So what’s the right way of displaying the precordial leads?

That’s actually a pretty tough feat. A single transverse plane doesn’t do them justice, especially when you consider the moving electrical center of the heart, individual variation in cardiac anatomy and orientation, individual variation in surface landmarks, and technician variability in electrode placement (the precordials are very dependent on exact and consistent placement).

Sadly, given the time constraints of getting this post together, I haven’t been able to put together a great illustration or 3-dimensional model (or find someone who can), but I’ll make it happen someday. This will have to do for now:

09 - CXR Cardiac Anatomy Precordials Marked

All six precordial leads fanning out from the approximate electrical center (purple dot). Original image source [modified].

You can see that all six leads fan out from the heart. Try to visualize an elliptical plane whose edge touches V1 and V4–V6 . Though V3 is a little out-of-plane, V2 is the only lead that really falls out from the rest; it’s directed much more superiorly than the others in that regard.

It’s a very subtle point and hopefully the rest of the post will make it more clear, but it is vital to what makes V2 so unique.

If you were to imagine the LV as a football or rugby ball (or prolate spheroid) again, its major axis is what it spins around when it spirals.

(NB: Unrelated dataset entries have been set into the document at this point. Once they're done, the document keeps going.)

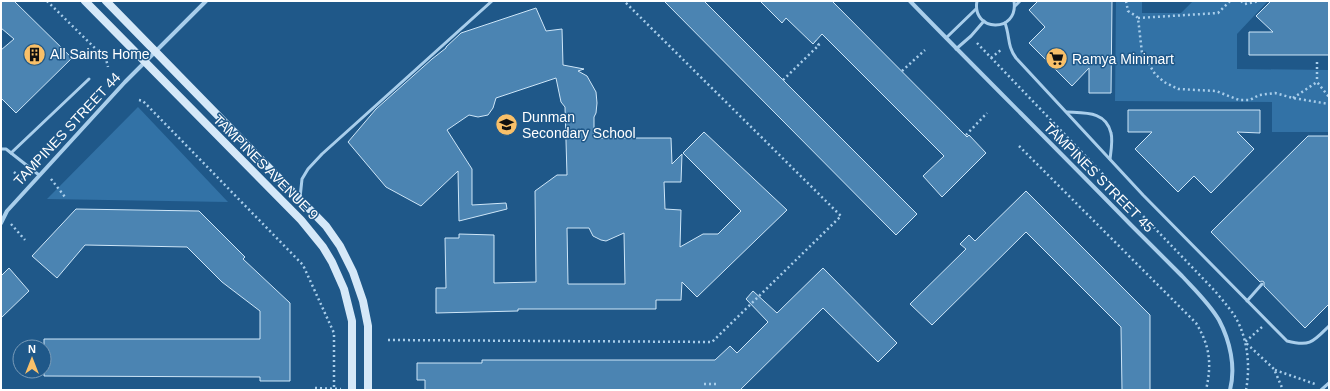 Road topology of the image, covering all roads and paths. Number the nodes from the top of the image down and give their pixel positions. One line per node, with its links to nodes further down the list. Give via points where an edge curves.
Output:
1 (47, 1): 28 (path, via 106,59)
2 (85, 1): 26 (main road, TAMPINES AVENUE 9)
3 (106, 1): 25 (main road, TAMPINES AVENUE 9)
4 (206, 1): 25 (street)
5 (492, 1): 47 (lane, via 322,154 302,179)
6 (624, 1): 59 (path, via 841,216 712,342)
7 (910, 1): 21 (street, TAMPINES STREET 45)
8 (977, 1): 16 (lane)
9 (1014, 1): 15 (lane)
10 (1020, 1): 15 (lane)
11 (1126, 1): 17 (path, via 1128,11)
12 (1230, 1): 17 (path, via 1218,13)
13 (1241, 1): 14 (path, via 1245,4)
14 (1259, 1)
15 (1015, 6): 19 (lane, via 1012,16)
16 (976, 9): 18 (lane); 21 (lane)
17 (1138, 18): 34 (path, via 1142,53 1155,74 1164,82 1178,89 1216,91 1239,100 1250,100 1259,95 1275,93)
18 (984, 21): 19 (lane, via 998,26); 20 (lane)
19 (1005, 23): 37 (lane, via 1012,53)
20 (971, 36): 23 (lane); 53 (path)
21 (946, 38): 23 (street, TAMPINES STREET 45)
22 (815, 41): 31 (path, via 819,45)
23 (956, 49): 54 (street, TAMPINES STREET 45)
24 (925, 50): 29 (path)
25 (156, 51): 26 (street); 47 (main road, TAMPINES AVENUE 9)
26 (146, 62): 44 (street, TAMPINES STREET 44); 68 (main road, TAMPINES AVENUE 9, via 301,220 323,247 344,289 352,321)
27 (1317, 62): 32 (path)
28 (108, 67)
29 (902, 71)
30 (89, 79): 42 (lane)
31 (783, 80)
32 (1317, 82): 33 (path); 34 (path)
33 (1329, 97)
34 (1293, 98): 36 (path)
35 (139, 100): 67 (path, via 143,101 303,265 334,333)
36 (1329, 104)
37 (1067, 112): 43 (lane); 43 (lane, via 1095,114 1102,119 1112,134)
38 (987, 113): 39 (path)
39 (966, 135)
40 (1019, 146): 70 (path, via 1196,323 1207,345 1210,360)
41 (1, 149): 42 (lane)
42 (11, 153): 44 (lane)
43 (1110, 158): 56 (lane)
44 (39, 175): 48 (street, TAMPINES STREET 44)
45 (51, 179): 46 (path)
46 (65, 197)
47 (300, 200): 69 (main road, TAMPINES AVENUE 9, via 326,226 354,272 368,326)
48 (7, 211): 49 (street); 51 (street, TAMPINES STREET 44)
49 (1, 212)
50 (8, 221): 52 (path)
51 (1, 222)
52 (25, 240)
53 (1167, 240): 54 (path); 60 (path, via 1232,312)
54 (1156, 250): 71 (street, TAMPINES STREET 45, via 1205,300 1218,320 1230,346)
55 (1262, 284): 56 (lane)
56 (1247, 301): 57 (lane)
57 (1268, 322): 58 (lane, via 1287,341 1301,344 1315,340); 60 (path)
58 (1329, 326)
59 (388, 340)
60 (1245, 342): 61 (path); 72 (path, via 1248,380)
61 (1274, 369): 65 (path); 73 (path)
62 (1329, 383): 65 (lane)
63 (704, 384): 64 (path)
64 (720, 384)
65 (1325, 387): 74 (lane)
66 (315, 388): 68 (path)
67 (334, 390)
68 (352, 390)
69 (368, 390)
70 (1206, 390)
71 (1230, 390)
72 (1246, 390)
73 (1282, 390)
74 (1321, 390)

The major axis of the LV runs from roughly V4 or V5 and is directed towards the right scapula. With regard to that axis, V2 is the most superior precordial lead we have.

What would happen if we encountered an injury vector that was perpendicular the rough plane formed by V1 and V4–V6; towards the left shoulder and tilted just a bit anterior?

We don’t have to imagine this, however, because it is an electrocardiographic pattern we encounter from time to time during isolated “high-lateral” STEMI.

This area, better described as the basal-antero-lateral territory of the heart, can be perfused by with the first diagonal off the LAD (D1), the ramus intermediate branch off the left main (RI), or an obtuse marginal off the left circumflex (OM1). As a result, nailing down the exact culprit artery is nigh-impossible on the ECG, but when there an isolated occlusion of one of these arteries it can present as an incredibly subtle STEMI.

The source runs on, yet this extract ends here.